Lee Hart, co-founder of Stored, explains how to unlock untapped revenue in the “Save-For-Later” economy
With rising concerns around the cost-of-living crisis, consumers are now increasingly conscious of their spending habits. Purchases previously made on impulse are now often delayed, resulting in new challenges for retailers. Unlocking the “save-for-later” economy has never been more important.
More than a quarter of sales are derived from online retail where impulse purchases are less frequent than in-store, The revenue potential of online customers who are saving for later is a truly exciting prospect.
Contemporary threats to retail profits
Consumer journeys today are not linear. In fact, they’re chaotic, with most consumers bouncing between multiple channels when browsing, including both in-store and online retail. These complex journeys often mean that consumers start their search with one retailer and, ultimately, complete their purchase with another.
But retail channels are optimised for immediate conversion. They focus on consumers looking to buy now, while missing opportunities to target those with purchasing intent but who want to complete their purchase later or via another channel.
At Stored, we recently conducted a consumer survey and found that 98% of consumers save items for later - by taking pictures in-store, taking screenshots, and retaining open online shopping tabs, or saving and sharing links.
This means the sales potential from “save-for-later” activity is huge. But, unfortunately, most of it is out of sight for retailers, leaving them unable to see what consumers really want or effectively nudge them through to purchase.

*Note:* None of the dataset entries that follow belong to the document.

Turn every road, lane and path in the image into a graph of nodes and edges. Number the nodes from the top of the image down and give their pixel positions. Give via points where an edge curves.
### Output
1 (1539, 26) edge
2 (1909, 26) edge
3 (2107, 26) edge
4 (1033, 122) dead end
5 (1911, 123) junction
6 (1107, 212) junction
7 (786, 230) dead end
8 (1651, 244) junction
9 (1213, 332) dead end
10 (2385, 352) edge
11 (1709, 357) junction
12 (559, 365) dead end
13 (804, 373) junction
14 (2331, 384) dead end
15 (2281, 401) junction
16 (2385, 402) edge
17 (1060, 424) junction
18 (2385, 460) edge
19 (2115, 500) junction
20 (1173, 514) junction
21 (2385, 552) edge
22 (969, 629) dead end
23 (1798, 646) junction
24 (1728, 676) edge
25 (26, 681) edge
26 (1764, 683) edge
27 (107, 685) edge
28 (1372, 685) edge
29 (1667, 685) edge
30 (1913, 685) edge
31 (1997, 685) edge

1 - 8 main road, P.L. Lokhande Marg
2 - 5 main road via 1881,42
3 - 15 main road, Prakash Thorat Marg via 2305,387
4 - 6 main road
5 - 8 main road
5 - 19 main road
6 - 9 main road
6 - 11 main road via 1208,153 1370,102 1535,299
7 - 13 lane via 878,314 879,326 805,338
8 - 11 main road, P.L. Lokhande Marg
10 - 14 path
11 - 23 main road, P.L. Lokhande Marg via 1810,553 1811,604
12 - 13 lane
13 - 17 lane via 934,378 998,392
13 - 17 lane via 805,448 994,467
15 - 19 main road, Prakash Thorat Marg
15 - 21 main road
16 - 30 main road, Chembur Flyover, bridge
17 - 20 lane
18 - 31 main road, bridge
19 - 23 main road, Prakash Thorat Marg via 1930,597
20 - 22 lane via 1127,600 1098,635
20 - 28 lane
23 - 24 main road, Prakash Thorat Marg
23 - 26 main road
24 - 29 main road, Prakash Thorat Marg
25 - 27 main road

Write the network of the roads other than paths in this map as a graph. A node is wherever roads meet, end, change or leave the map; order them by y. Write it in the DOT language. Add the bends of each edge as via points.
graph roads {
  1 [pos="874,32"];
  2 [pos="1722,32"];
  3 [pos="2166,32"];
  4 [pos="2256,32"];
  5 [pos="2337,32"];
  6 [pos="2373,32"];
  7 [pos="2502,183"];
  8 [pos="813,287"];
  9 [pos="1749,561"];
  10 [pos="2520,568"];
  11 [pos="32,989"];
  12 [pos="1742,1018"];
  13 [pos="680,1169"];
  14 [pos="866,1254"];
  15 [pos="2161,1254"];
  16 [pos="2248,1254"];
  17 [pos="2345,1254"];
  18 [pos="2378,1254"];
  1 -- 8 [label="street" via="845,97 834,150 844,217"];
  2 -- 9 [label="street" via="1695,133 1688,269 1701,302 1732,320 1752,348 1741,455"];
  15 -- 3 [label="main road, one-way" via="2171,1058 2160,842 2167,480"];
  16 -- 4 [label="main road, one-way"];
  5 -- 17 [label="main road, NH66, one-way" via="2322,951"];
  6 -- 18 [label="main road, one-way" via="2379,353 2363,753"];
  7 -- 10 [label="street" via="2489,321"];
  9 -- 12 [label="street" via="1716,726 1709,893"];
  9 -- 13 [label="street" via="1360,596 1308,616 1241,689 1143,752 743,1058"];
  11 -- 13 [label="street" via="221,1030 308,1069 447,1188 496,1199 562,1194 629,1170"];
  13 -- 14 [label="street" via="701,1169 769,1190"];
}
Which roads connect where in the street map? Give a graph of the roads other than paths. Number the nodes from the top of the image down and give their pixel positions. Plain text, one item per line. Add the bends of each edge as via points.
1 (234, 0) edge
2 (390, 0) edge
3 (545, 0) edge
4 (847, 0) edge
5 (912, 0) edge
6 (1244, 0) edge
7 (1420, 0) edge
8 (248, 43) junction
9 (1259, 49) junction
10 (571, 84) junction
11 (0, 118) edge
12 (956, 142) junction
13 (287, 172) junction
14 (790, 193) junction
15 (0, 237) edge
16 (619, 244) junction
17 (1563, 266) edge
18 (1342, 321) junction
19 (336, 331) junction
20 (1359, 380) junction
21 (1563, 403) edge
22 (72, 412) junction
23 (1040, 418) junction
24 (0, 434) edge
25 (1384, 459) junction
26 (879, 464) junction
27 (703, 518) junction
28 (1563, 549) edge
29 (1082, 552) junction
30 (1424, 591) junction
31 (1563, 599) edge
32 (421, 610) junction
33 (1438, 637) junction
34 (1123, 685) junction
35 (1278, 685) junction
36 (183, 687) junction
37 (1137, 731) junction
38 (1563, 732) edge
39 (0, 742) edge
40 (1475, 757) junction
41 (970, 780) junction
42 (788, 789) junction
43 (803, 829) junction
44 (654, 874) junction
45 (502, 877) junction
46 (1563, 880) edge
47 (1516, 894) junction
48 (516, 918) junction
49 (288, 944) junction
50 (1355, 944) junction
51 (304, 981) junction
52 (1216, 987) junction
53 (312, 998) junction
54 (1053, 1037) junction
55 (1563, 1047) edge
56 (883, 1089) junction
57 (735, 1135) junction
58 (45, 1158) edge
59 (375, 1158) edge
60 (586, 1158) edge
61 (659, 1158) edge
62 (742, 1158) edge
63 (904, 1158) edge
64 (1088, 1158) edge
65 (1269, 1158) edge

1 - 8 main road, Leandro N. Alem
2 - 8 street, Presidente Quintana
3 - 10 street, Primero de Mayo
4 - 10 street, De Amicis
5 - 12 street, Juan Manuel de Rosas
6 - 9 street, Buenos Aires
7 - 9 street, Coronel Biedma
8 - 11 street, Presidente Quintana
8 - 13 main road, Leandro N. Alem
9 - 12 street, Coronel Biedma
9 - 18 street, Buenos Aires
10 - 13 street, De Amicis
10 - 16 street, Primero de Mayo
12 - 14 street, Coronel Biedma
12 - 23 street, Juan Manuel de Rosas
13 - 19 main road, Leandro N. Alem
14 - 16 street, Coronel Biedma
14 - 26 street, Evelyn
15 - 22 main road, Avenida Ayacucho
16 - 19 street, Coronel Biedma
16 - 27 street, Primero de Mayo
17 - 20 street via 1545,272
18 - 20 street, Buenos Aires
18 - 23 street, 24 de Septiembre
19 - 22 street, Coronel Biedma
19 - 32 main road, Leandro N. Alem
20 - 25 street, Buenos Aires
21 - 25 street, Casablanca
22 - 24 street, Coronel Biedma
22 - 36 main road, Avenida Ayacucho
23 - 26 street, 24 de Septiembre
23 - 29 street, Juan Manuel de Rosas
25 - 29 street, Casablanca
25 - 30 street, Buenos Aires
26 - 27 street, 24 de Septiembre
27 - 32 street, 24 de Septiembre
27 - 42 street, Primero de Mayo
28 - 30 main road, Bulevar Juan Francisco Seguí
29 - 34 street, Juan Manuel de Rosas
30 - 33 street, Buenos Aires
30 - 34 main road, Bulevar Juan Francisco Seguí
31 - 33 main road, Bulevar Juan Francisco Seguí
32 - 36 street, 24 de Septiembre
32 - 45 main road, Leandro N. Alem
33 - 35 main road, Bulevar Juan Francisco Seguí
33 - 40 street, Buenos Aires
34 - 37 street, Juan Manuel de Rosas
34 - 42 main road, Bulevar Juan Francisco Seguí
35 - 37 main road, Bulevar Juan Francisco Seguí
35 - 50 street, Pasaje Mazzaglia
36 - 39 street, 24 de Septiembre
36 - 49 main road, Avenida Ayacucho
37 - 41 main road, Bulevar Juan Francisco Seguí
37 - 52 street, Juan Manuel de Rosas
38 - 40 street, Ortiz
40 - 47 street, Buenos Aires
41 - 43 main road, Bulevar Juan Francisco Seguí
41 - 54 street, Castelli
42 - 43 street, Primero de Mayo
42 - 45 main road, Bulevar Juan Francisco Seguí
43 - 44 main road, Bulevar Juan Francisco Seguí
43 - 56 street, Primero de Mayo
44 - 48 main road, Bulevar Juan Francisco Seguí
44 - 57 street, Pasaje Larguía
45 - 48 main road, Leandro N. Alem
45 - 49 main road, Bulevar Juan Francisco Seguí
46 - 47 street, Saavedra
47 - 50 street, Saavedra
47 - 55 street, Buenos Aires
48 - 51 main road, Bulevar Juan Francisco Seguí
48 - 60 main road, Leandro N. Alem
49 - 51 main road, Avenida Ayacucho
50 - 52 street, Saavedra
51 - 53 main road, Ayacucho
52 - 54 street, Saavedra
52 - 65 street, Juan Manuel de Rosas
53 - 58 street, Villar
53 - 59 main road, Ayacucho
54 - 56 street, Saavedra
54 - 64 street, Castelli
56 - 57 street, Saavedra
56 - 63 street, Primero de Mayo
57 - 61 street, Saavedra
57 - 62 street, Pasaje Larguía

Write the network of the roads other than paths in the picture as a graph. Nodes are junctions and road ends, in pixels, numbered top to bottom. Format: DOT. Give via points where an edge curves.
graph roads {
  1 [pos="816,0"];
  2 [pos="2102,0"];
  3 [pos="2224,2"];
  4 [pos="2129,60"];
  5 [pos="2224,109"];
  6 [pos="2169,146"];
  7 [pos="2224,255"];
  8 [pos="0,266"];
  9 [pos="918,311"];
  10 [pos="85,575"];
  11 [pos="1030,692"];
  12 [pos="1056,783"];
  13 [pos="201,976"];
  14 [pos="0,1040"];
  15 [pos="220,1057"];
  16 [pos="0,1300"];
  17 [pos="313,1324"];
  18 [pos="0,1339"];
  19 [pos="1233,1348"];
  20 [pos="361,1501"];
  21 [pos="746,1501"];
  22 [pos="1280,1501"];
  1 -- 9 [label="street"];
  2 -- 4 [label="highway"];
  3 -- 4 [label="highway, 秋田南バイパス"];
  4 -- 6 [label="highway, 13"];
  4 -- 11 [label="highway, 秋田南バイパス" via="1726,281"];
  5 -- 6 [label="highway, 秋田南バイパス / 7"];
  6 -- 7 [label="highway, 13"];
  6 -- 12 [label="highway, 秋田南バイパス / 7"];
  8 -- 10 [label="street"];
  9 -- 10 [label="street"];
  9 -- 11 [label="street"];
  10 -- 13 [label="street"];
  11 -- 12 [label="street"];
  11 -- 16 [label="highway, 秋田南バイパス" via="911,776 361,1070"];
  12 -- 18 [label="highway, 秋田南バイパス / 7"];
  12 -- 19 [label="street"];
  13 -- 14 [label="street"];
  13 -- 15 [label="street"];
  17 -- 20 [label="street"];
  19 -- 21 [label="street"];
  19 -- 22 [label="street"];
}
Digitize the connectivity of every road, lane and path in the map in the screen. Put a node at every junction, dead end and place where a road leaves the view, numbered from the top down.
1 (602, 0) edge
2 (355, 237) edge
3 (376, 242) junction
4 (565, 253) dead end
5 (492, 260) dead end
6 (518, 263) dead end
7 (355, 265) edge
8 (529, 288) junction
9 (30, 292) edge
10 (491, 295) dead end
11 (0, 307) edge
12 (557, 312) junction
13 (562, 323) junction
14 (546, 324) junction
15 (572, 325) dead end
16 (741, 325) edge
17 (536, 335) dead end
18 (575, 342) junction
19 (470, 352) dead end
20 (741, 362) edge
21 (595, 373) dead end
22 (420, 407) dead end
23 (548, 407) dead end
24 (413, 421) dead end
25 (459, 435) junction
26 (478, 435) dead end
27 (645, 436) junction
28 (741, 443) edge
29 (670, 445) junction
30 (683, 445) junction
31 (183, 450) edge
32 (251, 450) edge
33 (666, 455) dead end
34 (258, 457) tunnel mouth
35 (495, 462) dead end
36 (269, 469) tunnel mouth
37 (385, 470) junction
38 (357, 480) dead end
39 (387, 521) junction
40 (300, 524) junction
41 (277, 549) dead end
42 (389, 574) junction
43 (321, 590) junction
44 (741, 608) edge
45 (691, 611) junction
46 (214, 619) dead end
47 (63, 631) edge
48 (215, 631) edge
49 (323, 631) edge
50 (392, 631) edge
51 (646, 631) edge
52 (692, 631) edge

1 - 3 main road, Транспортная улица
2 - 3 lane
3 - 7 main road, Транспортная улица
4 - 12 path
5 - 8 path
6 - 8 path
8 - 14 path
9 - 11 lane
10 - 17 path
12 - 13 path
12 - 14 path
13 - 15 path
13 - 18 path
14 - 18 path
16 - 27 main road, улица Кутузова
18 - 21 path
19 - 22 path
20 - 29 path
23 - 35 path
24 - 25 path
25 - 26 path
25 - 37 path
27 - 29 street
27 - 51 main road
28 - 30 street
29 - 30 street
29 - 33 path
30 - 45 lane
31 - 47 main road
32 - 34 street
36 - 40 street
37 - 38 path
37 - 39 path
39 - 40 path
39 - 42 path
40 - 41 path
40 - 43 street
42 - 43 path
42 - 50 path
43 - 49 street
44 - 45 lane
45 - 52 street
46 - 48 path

Unlocking and profiting from the Save-for-Later Economy
Happily, there’s a new and highly effective way for retailers to access the untapped revenue in the save-for-later economy. The integration of an omni-commerce platform linking physical and digital channels unlocks new data pools for retailers to target interested customers who aren't yet ready to purchase. This brings outstanding new prospects for growth and a reduced cost of acquisition.
For example, the data available to retailers partnered with Stored brings opportunities for product-level retargeting without the need for third-party cookies; which are unlikely to be an option beyond 2023, due to Google Chrome (used by 2 out of 3 people) announcing that it will stop using them by the end of the year.
When a potential customer saves an item to their wish list in Stored, communications can be tailored around that specific product, instantly boosting the chances of conversion compared to generic marketing of unrelated, or even similar, items. This begins to chip away at that currently untapped potential .
Targeting those already engaged in saving products for later with personalised marketing, informed by wish list data, also keeps the retailer top of mind for consumers. This makes them less likely to source the same or similar item elsewhere. The result can be a radical change in current consumer journey patterns, which sees 92% of consumers buying, frequently or occasionally, from a different source from where their search began.
What’s more, this insight into the items that consumers have viewed and saved through Stored provides new data for both marketing and product development strategies, based on demographic and geographic factors. This opens up huge possibilities for expanding both existing and future revenue streams with on-trend, consumer-led product offers, all from organic target market feedback.
To harness the full potential of omnichannel shopping, retailers need to tackle the issue of leaking revenue by integrating their in-store and online channels.
In regard to in-store retail, the nature of the save-for-later economy means shoppers are often failing to return to the store to complete a purchase, or worse still are buying from an alternative retailer when the time is right. Mobile app technology creates a cohesive user experience between physical and digital, allowing consumers to add items to their digital wish list, where they can later purchase online, by scanning barcodes or QR codes in-store.
This not only increases the probability of the consumer picking up the same buying journey and purchasing the item from the same retailer later, but also provides the required data for specific marketing activity to convert that consumer directly. Making this technology accessible to all retailers is a revolutionary step for the retail industry, joining up the in-store and online customer journeys and giving the retailer powerful new opportunities to maximise sales conversion.
The call for revolution
At Stored, we've been working with retail legend and founder of All Saints, Stuart Trevor, who recently joined us as an advisor.
Having experienced the challenges discussed here first-hand, Stuart instantly understood the size of opportunity the save-for-later economy holds: “As a retailer, I’ve known for years that consumers are taking pictures of things in my stores or saving screenshots online, which they use as reminders or to share with their friends and family. But I also knew they were doing it in systems which I had no visibility of or influence over.”
To Trevor’s point, it will be vital for retailers to adapt and tap into these consumer behaviours as the cost-of-living crisis affects overall spending levels. At the same time, the pressure on the retail sector to adapt to keep up with digital developments will continue to rise.
Retailers can address both these challenges by taking advantage of innovative technologies that access the vast levels of untapped revenue amongst the 98% of consumers who “save for later”.